FIG. 1 is a block diagram showing hardware of a CNC controller according to an embodiment for carrying out the method of the present invention.

FIG. 2 is a flowchart showing an outline of processing of a CNC control device that implements a circular interpolation method according to an embodiment.

FIG. 3 is a conceptual diagram illustrating circular interpolation.

[Explanation of symbols]

 10 CNC control device 11 Processor 12 ROM 13 RAM 14 CMOS memory 18 Interface 21 Bus 50 X-axis servo motor 51 Y-axis servo motor

Claims (1)

[Claims] 1. A current position of each axis with respect to the center of a circular arc is detected at predetermined intervals when a circular arc interpolation process is performed by a CNC controller, and a command is issued based on the current position of each axis and the circular arc radius and command speed.
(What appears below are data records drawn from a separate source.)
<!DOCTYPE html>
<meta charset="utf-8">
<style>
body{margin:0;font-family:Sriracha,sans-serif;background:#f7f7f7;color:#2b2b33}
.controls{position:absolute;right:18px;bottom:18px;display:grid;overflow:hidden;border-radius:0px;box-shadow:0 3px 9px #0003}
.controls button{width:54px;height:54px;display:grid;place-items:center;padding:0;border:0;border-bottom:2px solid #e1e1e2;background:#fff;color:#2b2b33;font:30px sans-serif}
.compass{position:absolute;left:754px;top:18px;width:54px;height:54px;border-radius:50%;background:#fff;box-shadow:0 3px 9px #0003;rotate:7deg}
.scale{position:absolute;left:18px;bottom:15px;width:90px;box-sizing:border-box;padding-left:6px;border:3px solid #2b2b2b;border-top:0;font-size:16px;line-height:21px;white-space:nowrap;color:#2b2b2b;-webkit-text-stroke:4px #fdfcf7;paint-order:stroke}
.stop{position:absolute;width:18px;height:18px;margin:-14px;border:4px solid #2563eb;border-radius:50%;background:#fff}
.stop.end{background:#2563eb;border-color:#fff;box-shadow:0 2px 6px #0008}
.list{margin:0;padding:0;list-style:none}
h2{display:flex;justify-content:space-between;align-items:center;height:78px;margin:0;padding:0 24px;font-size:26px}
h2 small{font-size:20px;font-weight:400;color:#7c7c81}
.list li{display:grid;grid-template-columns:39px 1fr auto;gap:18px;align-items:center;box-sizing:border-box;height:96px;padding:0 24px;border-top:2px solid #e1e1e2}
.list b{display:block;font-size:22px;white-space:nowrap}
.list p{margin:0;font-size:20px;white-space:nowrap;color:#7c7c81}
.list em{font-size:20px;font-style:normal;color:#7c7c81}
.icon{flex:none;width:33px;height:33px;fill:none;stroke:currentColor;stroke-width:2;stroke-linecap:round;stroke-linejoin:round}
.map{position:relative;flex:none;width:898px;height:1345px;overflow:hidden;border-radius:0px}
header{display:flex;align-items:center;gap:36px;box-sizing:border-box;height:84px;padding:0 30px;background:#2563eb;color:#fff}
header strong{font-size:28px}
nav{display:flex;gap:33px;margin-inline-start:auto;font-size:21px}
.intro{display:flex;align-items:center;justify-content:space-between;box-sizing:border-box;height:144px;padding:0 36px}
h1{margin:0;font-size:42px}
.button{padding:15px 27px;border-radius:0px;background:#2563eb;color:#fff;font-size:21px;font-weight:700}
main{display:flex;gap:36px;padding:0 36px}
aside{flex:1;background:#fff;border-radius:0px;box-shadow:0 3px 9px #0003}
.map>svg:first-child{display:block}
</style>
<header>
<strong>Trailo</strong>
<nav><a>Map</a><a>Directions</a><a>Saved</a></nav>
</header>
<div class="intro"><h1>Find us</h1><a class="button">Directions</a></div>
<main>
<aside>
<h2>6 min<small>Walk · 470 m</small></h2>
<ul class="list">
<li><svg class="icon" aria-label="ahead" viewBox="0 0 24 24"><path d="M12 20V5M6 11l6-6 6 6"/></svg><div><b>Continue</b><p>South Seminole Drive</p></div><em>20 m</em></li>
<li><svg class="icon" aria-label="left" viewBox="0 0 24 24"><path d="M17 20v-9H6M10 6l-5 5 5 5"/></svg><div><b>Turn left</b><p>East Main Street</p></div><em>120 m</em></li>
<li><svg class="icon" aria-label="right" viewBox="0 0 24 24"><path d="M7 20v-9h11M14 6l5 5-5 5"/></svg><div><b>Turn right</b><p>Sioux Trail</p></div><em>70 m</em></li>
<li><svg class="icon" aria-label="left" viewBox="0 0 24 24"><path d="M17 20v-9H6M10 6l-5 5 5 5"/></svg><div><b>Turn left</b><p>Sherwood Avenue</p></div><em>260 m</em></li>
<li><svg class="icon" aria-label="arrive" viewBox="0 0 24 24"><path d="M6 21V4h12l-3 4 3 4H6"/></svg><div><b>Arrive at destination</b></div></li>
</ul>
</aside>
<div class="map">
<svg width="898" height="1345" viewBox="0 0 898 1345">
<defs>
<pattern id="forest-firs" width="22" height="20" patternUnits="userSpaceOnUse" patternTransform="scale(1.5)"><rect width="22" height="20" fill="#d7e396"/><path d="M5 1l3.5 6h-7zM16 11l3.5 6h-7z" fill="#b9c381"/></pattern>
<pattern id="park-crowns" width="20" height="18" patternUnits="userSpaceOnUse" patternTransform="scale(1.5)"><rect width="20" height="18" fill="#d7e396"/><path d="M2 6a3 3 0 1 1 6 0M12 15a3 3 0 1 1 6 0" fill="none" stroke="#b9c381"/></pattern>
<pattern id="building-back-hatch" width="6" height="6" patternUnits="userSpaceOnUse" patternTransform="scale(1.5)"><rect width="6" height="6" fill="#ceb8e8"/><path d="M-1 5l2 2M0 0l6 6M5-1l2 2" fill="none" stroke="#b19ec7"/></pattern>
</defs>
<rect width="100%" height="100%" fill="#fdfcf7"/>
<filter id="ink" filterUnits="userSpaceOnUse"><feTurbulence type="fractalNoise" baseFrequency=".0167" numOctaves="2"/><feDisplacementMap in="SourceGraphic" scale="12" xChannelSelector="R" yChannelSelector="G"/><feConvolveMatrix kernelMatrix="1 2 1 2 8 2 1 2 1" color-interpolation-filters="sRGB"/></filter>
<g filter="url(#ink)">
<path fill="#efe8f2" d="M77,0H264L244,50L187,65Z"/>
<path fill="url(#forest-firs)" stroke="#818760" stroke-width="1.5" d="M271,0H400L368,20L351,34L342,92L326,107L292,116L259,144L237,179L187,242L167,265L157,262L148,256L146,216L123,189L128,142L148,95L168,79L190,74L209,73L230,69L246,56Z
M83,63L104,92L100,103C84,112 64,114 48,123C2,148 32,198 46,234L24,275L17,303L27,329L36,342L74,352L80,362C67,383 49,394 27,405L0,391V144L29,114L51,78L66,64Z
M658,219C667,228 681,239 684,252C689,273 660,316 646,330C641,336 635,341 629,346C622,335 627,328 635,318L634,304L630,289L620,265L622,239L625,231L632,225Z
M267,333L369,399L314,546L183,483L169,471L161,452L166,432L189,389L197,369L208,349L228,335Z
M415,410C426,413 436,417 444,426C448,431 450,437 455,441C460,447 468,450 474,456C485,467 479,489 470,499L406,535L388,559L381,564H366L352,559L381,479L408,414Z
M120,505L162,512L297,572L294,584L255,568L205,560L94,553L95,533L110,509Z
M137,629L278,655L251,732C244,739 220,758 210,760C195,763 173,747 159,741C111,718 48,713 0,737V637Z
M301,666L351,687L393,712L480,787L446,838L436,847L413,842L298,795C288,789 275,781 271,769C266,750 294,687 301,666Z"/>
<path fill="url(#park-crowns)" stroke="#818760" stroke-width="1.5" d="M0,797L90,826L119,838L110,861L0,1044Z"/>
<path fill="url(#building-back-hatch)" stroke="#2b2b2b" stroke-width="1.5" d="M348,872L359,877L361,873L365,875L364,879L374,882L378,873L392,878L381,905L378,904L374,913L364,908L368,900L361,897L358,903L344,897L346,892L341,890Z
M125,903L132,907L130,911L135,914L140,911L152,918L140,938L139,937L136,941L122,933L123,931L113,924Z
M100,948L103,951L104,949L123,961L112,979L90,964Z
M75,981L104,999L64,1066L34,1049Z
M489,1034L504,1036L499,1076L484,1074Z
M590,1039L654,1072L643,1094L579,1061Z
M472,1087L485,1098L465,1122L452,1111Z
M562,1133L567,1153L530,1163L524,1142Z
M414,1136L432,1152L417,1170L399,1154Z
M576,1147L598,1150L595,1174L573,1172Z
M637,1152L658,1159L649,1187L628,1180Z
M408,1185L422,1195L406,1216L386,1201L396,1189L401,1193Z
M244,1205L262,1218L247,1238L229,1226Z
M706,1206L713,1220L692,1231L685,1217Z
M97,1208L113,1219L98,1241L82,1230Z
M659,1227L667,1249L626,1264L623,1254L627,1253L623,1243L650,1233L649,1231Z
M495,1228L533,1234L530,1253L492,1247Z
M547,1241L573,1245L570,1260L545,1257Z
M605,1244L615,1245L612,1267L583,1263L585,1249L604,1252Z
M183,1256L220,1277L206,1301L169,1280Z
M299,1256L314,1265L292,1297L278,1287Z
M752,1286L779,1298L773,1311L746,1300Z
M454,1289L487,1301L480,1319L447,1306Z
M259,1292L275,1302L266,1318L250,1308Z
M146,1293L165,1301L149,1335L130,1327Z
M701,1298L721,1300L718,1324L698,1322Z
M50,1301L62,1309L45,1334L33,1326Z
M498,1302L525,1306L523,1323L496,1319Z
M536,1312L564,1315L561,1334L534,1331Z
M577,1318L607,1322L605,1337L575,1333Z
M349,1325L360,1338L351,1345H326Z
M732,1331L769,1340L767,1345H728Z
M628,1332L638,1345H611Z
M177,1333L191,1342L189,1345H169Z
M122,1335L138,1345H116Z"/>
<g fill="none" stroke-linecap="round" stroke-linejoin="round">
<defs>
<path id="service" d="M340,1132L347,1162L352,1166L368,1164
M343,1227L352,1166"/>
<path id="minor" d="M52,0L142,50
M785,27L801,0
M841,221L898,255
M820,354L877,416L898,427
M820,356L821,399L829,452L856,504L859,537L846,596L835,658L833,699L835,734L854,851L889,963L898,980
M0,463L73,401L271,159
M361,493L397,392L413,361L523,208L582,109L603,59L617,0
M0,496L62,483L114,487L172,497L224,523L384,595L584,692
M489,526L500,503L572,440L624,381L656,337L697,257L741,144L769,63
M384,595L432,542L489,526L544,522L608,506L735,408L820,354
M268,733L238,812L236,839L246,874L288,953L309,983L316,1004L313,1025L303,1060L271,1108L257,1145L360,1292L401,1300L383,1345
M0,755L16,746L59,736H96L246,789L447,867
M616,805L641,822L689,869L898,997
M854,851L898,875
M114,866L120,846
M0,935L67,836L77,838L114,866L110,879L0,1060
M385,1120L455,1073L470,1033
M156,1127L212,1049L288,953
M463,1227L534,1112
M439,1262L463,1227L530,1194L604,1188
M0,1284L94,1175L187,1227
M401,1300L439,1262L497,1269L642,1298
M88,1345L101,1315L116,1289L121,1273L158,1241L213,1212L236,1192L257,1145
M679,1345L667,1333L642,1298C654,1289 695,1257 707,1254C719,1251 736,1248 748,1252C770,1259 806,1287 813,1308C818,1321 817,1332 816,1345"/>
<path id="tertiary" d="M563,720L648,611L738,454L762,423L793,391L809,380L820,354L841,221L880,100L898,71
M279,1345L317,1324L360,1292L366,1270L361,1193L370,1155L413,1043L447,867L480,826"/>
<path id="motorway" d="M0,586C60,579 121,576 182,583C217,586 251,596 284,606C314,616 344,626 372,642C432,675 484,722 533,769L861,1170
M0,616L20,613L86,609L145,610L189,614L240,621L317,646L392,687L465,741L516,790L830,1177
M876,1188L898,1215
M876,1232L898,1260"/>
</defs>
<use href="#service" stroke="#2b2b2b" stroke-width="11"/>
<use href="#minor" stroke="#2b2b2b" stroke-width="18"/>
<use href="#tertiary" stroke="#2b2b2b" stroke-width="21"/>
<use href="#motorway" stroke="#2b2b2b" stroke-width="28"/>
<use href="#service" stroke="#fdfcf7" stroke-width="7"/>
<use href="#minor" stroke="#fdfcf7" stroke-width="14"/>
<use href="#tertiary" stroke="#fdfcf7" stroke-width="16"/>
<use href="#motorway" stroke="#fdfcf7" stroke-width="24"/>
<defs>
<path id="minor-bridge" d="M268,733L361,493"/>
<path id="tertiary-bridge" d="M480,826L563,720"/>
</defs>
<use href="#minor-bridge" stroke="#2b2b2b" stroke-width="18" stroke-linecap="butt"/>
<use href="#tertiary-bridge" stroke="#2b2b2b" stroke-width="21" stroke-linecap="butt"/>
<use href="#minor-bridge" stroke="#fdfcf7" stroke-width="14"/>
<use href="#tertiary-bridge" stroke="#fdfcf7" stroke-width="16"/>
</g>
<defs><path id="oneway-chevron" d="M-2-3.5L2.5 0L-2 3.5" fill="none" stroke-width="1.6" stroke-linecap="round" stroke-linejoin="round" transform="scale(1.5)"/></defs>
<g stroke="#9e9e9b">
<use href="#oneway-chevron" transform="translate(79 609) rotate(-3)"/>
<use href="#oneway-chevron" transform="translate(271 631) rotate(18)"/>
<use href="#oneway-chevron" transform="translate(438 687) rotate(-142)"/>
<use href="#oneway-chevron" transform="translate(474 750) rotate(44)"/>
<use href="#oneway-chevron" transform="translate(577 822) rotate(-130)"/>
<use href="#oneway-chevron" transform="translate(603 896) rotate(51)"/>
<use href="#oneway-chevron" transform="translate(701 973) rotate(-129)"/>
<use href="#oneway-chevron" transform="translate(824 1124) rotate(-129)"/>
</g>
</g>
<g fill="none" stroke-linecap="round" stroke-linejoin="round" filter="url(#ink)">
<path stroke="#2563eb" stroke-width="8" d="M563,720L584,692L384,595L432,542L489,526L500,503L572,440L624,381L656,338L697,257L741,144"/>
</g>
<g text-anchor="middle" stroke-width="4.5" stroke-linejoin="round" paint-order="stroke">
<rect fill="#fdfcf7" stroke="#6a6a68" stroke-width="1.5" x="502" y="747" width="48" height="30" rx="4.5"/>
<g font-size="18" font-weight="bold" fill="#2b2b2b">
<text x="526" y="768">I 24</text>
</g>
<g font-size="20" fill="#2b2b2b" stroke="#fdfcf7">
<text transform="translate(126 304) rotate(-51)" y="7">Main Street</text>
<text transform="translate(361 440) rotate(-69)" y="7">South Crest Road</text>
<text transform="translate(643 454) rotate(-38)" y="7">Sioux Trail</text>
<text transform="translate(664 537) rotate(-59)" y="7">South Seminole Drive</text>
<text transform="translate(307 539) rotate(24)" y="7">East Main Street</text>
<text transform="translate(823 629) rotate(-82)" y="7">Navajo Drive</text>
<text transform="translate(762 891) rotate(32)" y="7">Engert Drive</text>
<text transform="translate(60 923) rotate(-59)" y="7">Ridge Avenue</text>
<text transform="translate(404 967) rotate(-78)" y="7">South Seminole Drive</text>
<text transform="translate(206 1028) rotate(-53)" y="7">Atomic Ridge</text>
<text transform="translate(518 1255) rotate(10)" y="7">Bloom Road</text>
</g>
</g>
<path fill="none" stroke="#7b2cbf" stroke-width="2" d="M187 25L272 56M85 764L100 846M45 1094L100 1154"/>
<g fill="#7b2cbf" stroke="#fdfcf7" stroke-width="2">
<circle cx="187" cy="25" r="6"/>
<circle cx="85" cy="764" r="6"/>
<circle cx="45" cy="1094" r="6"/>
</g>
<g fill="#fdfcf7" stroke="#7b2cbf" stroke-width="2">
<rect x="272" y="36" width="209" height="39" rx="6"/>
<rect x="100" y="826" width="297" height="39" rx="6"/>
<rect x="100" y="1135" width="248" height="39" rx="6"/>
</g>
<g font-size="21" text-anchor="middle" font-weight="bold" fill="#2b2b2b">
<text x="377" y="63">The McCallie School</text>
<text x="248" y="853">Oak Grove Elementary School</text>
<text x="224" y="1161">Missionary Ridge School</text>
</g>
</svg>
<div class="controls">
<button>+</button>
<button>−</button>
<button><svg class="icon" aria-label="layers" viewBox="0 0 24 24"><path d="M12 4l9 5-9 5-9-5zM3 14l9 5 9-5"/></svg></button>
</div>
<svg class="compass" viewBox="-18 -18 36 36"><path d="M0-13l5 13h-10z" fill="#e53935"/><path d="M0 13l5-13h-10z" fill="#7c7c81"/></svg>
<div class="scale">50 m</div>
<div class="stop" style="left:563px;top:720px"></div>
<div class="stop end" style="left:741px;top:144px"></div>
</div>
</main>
Obtain the acceleration for each axis required to realize the speed, and if all the accelerations for each axis are within the range of the allowable acceleration set for each axis, then use the command speed for each axis. While performing drive control, when any of the accelerations for each axis exceeds the allowable acceleration range set for each axis, the allowable accelerations for each axis and the above-mentioned allowable presets for realizing circular interpolation are set. A circular arc interpolation method in a CNC control device, wherein a clamp speed is calculated based on the current position of an axis and the circular arc radius, and each axis is drive-controlled at the clamp speed.